His strangled voice was pushing at the edges of its limited range, threatening to break if its volume increased further. Stuart held on with both hands. It was an uncomfortable position, and his back was beginning to ache from having to bend.
“Let go, let go,” the boy said again. He was pleading now, starting to kick out with his feet in desperation.
The car park was almost empty. There were only three other cars, and none of them were parked close to Stuart’s. It was getting gloomy, evening approaching. The lights hadn’t come on yet, although even once they did, it would still be gloomy. There weren’t enough of them, and the bulbs were a pathetic, low-watt type, which it took the council ages to replace once they’d burned out.
“Let me go. Please!”
Will was almost in tears now, tears of fury.
Just like your bloody mother, Stuart thought.
“Look, Will,” he said, “how about this? I’ll let go with this hand, and then you can work the handlebars.”
Stuart released his right hand, so the boy was in complete control of the steering. He wobbled instantly, and the bike swung from left to right to left to right until he gathered some measure of equilibrium. Stuart thanked himself silently for not letting go with both hands, for keeping his left one securely on the stem of the seat, just below the saddle. The bike and the boy would never have remained upright if he hadn’t, although it did mean he had to continue stooping.
Will was only placated for a moment.
“No, daddy,” he said. “Let go properly. Please. Let go.”
“Will,” Stuart said, “you don’t have your helmet on.” He was starting to get out of breath, though he couldn’t see why.

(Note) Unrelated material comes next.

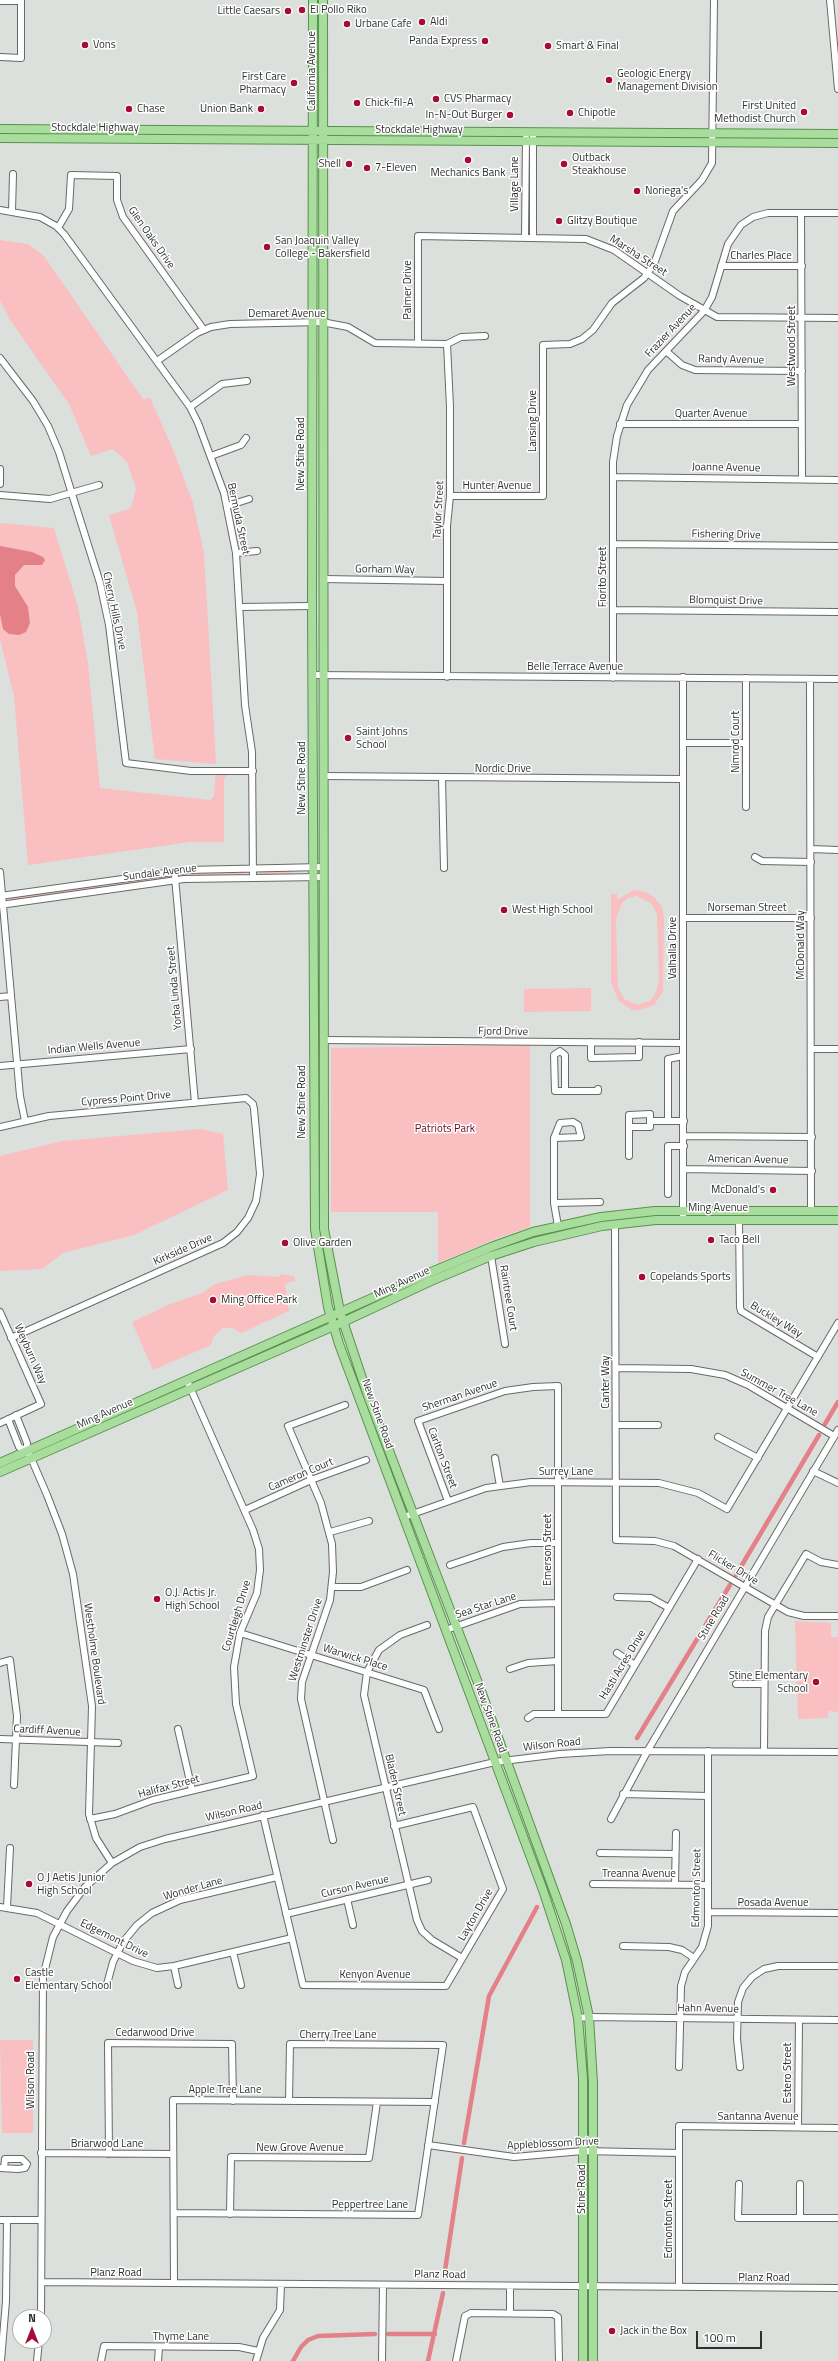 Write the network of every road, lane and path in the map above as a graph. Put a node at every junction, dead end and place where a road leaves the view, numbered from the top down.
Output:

They’d now negotiated their way to the end of the path leading down from the front steps of the community centre. Stuart put his hand back on the handlebar for a second, to guide the bicycle through the ninety degree turn it needed to take to enter the car park.
“Daddy, let go!” Will snapped again, grabbing at Stuart’s fingers to try and prise them off.
“OK,” Stuart said, peeling his hand away. They were already safely within the car park, facing the far corner, where the silver hatchback waited for them.
From behind, a dark shape appeared low in the sky, moving slowly, even clumsily, almost not dynamic enough to be airborne. As it moved past and gave a dinosaur screech, Stuart realised it was a heron, returning through the twilight to roost somewhere in the trees ringing the old quarry ponds. There were often herons there, though you rarely saw them flying; it was easy to forget that they could, and to forget how ungainly they were. Stuart watched it move beyond the field of tarmac, with its rows of identical straight lines marked out in white paint, and disappear between two poplars, gaunt now their leaves had fallen to earth.
He did a hurried calculation in his mind. What was it – thirty yards? Perhaps forty? Less. It might take Will no more than twenty seconds to cross the barely noticeable slope. What could seriously go wrong? The numbers collided in Stuart’s exhausted brain, in a part of it where the inevitable unknowns in the equation could be easily overlooked, or fall through the gaps; unknowns that would seem obvious later. But he’d seen the scene before, the one he was picturing, in dozens of movies. He was sure of it: unaware that he’s no longer being held, the boy carries on pedalling as before, made confident by the imagined security of the adult hand, the one he resents, the one that represents restraint, unfairness. Before he realises the hand isn’t there, and he’s free, he’s already far away, beyond the threshold, becoming a man.
Stuart’s hand released its grip on the bike, and he watched as Will sailed off and away from him down the slope. Somewhere over by the ponds, in the descending darkness, there was a commotion, another screech, a sudden shaking of branches, the briefest view of something taking flight.